■ EXTRACTED INFORMATION

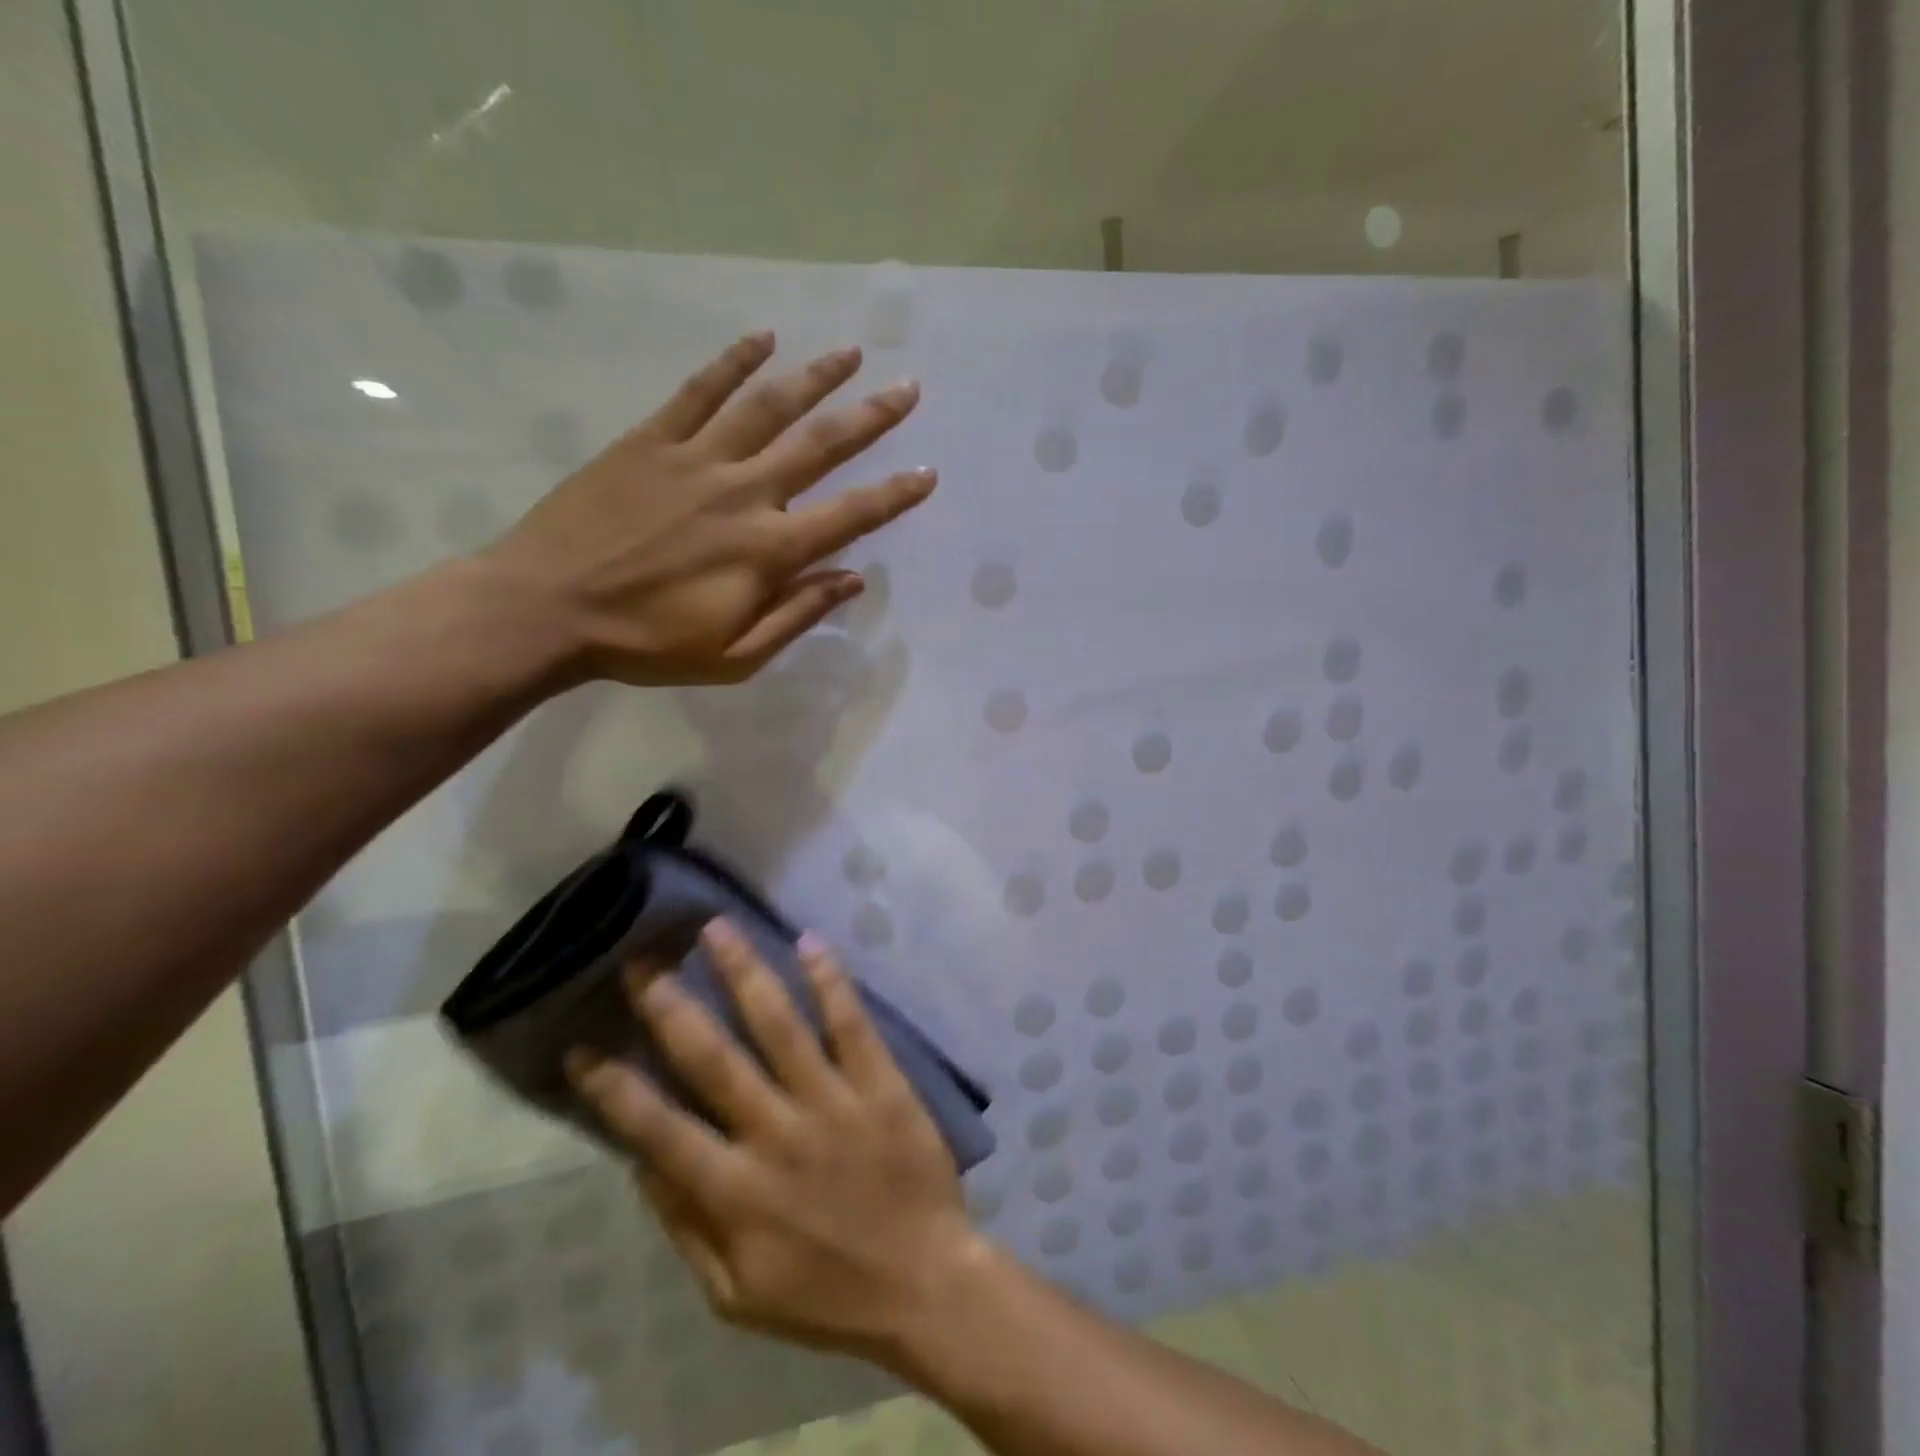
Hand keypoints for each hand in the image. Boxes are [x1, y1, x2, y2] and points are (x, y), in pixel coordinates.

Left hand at [485, 334, 933, 686]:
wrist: (546, 609)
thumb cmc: (646, 644)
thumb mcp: (735, 657)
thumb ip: (797, 615)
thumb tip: (853, 579)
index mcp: (768, 551)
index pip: (850, 515)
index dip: (894, 495)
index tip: (928, 474)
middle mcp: (744, 493)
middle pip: (820, 445)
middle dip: (870, 417)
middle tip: (908, 388)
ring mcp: (695, 459)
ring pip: (767, 406)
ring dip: (814, 377)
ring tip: (851, 352)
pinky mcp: (649, 440)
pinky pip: (699, 391)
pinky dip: (732, 362)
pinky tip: (763, 340)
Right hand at [567, 921, 982, 1366]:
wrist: (923, 1284)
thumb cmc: (824, 1295)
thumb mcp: (735, 1293)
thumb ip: (686, 1226)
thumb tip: (642, 1162)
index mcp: (735, 1192)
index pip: (658, 1130)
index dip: (614, 1088)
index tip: (582, 1045)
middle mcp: (777, 1133)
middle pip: (714, 1057)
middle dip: (671, 1005)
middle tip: (643, 960)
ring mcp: (833, 1101)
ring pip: (779, 1024)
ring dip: (744, 971)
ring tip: (716, 928)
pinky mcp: (881, 1083)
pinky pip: (851, 1023)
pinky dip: (829, 980)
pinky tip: (809, 941)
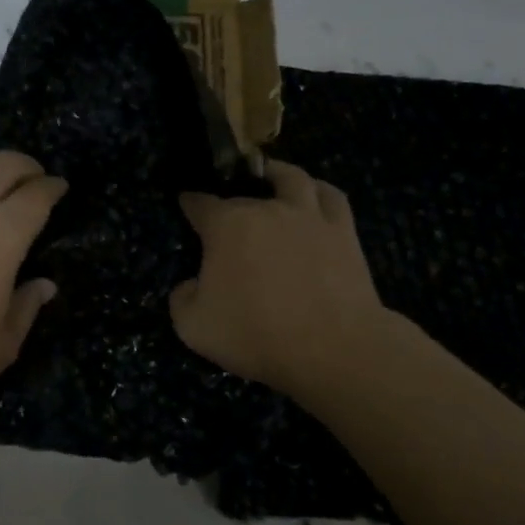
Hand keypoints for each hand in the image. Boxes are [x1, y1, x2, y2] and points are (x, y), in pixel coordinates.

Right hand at [171, 159, 391, 399]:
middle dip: (230, 202)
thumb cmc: (257, 335)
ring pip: (291, 178)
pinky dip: (318, 191)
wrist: (332, 350)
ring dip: (277, 175)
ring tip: (271, 177)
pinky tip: (314, 196)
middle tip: (226, 220)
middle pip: (243, 194)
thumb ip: (181, 299)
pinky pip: (331, 196)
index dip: (190, 203)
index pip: (200, 203)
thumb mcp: (194, 327)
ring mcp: (308, 215)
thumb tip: (190, 285)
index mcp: (226, 225)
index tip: (186, 205)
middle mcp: (266, 208)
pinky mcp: (343, 231)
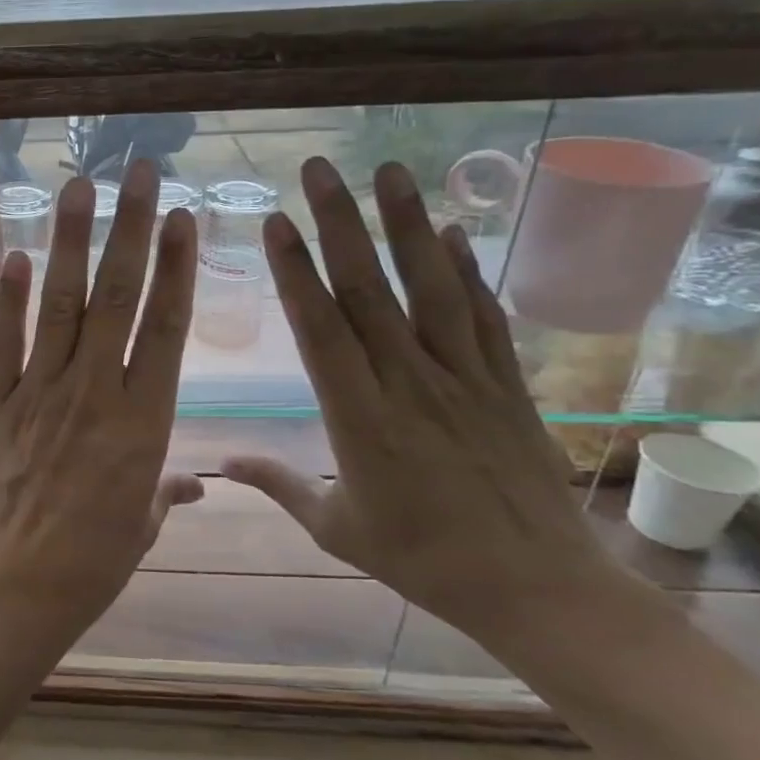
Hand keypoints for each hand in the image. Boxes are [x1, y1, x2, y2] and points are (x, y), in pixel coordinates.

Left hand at [0, 160, 203, 647]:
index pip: (166, 327)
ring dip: (71, 241)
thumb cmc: (93, 562)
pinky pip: (4, 342)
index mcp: (143, 421)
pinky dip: (9, 298)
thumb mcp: (143, 525)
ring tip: (79, 188)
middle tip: (140, 172)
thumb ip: (166, 490)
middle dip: (131, 228)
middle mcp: (95, 392)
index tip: (182, 217)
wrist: (17, 588)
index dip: (175, 266)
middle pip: (118, 297)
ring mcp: (40, 392)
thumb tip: (197, 481)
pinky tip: (16, 255)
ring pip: (62, 304)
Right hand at [223, 158, 618, 649]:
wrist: (538, 589)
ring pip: (431, 289)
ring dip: (408, 225)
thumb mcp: (336, 529)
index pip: (321, 330)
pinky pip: (484, 317)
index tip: (276, 223)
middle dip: (340, 223)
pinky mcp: (507, 385)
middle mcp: (410, 383)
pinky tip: (452, 232)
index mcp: (360, 419)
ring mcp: (464, 378)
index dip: (295, 273)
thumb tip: (220, 461)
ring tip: (390, 170)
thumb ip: (278, 485)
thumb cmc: (423, 560)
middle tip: (318, 169)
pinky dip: (468, 271)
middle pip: (370, 291)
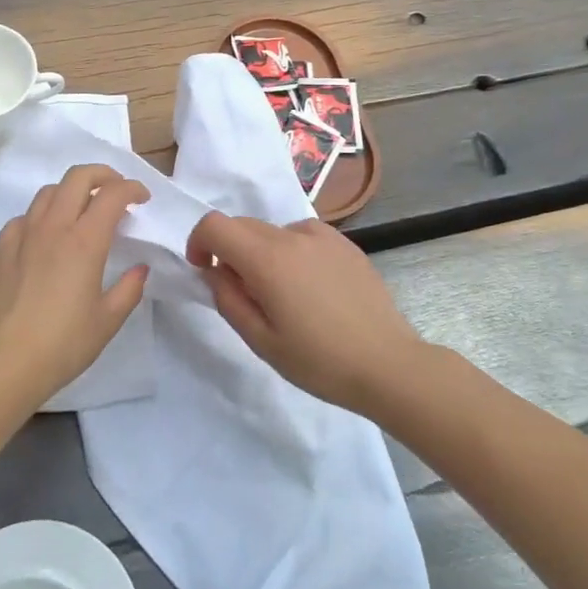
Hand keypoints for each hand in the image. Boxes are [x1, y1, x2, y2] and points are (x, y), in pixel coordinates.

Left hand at [0, 164, 150, 405]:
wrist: (2, 363)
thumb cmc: (62, 344)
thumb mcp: (107, 321)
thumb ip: (129, 289)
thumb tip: (139, 269)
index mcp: (85, 241)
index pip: (112, 194)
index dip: (132, 188)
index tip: (142, 198)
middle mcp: (53, 227)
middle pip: (78, 177)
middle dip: (103, 174)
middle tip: (116, 191)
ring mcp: (22, 235)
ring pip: (48, 192)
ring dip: (71, 191)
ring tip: (82, 210)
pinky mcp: (0, 249)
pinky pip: (24, 216)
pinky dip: (42, 215)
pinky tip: (46, 236)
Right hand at [184, 213, 424, 414]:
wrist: (388, 364)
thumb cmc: (319, 361)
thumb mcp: (261, 341)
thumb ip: (228, 299)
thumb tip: (216, 271)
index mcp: (267, 259)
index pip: (215, 225)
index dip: (199, 243)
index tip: (204, 271)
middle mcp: (293, 236)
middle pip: (243, 224)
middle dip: (230, 250)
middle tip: (243, 293)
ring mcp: (324, 236)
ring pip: (274, 231)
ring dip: (262, 253)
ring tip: (283, 296)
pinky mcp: (346, 244)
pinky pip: (303, 238)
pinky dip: (292, 253)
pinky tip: (312, 290)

■ WHAT IS EXPECTED
The copy you return must match the records above exactly, minus any images.

■ PROBLEM SOLUTION
Hand keypoints for each hand in the image. Boxes are [x1, y1, x2, y2] and points are (x, y), in pixel coordinates.

Left hand at [485, 334, 933, 686]:
wrist: (546, 609)
thumb cmc: (646, 644)
thumb mcp: (735, 657)
thumb ip: (797, 615)
thumb tip: (853, 579)
index mcp: (768, 551)
index pip: (850, 515)
index dip: (894, 495)
index tip: (928, 474)
middle mcp: (744, 493)
middle pip: (820, 445)
middle dip: (870, 417)
middle tip: (908, 388)
ring mcp: (695, 459)
ring pip: (767, 406)
ring dip: (814, 377)
ring tip: (851, 352)
pinky mcp: (649, 440)
pinky pip: (699, 391)
pinky dip: (732, 362)
pinky tip: (763, 340)
Right hand at [567, 921, 982, 1366]:
wrist: (923, 1284)
thumb cmc: (824, 1295)
thumb mcp: (735, 1293)
thumb ip: (686, 1226)
thumb tip: (642, 1162)
index mcp: (735, 1192)
index pip: (658, 1130)
index dip: (614, 1088)
index tip: (582, 1045)
middle mcp: (777, 1133)
middle pip: (714, 1057)
middle dip: (671, 1005)
middle tip: (643, 960)
ring mcp: (833, 1101)
ring pip: (779, 1024)
ring dip: (744, 971)
ring tip: (716, 928)
pinky mcp: (881, 1083)
pinky pip: (851, 1023)
pinky dip: (829, 980)
pinky tip: (809, 941)
Hand keypoints for each hand in the image. Boxes are [x1, y1, x2, y2] and points are (x, y), in pixel coordinates.

Right hand at [171, 159, 391, 399]:
middle dip: (230, 202)
thumb cmc: (257, 335)
ring pip: (291, 178)
pinky dip: (318, 191)
wrist: (332, 350)
ring dip: (277, 175)
ring tip: (271, 177)
pinky tip: (314, 196)
middle tip: (226, 220)
middle pip: (243, 194)
thumb ip: (181, 299)
pinky pip: (331, 196)
index dip: (190, 203)
index pip: (200, 203)
thumb mcp: (194, 327)
ring mcp: (308, 215)
thumb tip: (190, 285)
index mcp: (226, 225)
index tip: (186, 205)
middle mcp: (266, 208)
pinky mcp: (343, 231)
Hand keypoints for each hand in the image. Boxes are [x1, y1, x2, y2] and points are (x, y), in pixel coordinates.

Left hand at [0, 160, 203, 647]:
index pip: (166, 327)
ring dip: (71, 241)
thumb cmc: (93, 562)
pinky pip: (4, 342)
index mcp: (143, 421)
pinky dip: (9, 298)
thumb mcp: (143, 525)
ring tip: (79, 188)
middle tip: (140, 172)
thumb ip: (166, 490)
middle dip: (131, 228)
middle mcp: (95, 392)
index tip: (182, 217)
wrist: (17, 588)
index dip: (175, 266)
middle pip: (118, 297)
ring mcp: (40, 392)
thumb tip: (197, 481)
pinky tip: (16, 255)
ring pip: (62, 304)
Right hand at [223, 158, 618, 649]:
wrist: (538, 589)
ring pip: (431, 289)
ring dip: (408, 225)
thumb mcp: (336, 529)
index pip: (321, 330)
pinky pip: (484, 317)
index tip: (276, 223)
middle dip: (340, 223)
pinky mcp: (507, 385)
middle mcp: (410, 383)
pinky tip: (452, 232)
index mcp: (360, 419)
ring mcp: (464, 378)
index dip: (295, 273)
thumb tip: (220, 461)
ring tip: (390, 170)
thumb ip: (278, 485)
thumb cmc: (423, 560)
middle tip: (318, 169)
pinky dip: (468, 271)
middle pip: (370, 291)
Hand keypoints for each hand in the image. Boxes are [x1, y1, x2, y2] and points are (x, y), in pixel coordinates.

Left hand at [0, 164, 150, 405]:
wrist: (2, 363)
thumb cmc: (62, 344)
thumb mcp: (107, 321)
thumb ip: (129, 289)
thumb tip: (139, 269)
index mcp: (85, 241)
index pip: (112, 194)
index dip: (132, 188)
index tip: (142, 198)
middle mcp: (53, 227)
middle pip: (78, 177)
middle dip: (103, 174)
middle tip: (116, 191)
ring mcp: (22, 235)
ring pip: (48, 192)
ring dip: (71, 191)
ring tip: (82, 210)
pinky mcp: (0, 249)
pinky pip: (24, 216)
pinky dip: (42, 215)
pinky tip: (46, 236)
Right hand at [184, 213, 424, 414]:
wrist: (388, 364)
thumb cmc: (319, 361)
thumb mcp: (261, 341)
thumb ip: (228, 299)
thumb tip: (216, 271)
index mcp: (267, 259)
index pip: (215, 225)
index dip: (199, 243)
index tip: (204, 271)
middle mcp: (293, 236)
middle pip: (243, 224)
middle dip: (230, 250)
middle tip: (243, 293)
ring mcp: (324, 236)
ring pip: (274, 231)
ring dip: (262, 253)
ring tip: (283, 296)
pinky mcp: (346, 244)
pinky pip: (303, 238)
pinky dip: (292, 253)
pinky tip: (312, 290)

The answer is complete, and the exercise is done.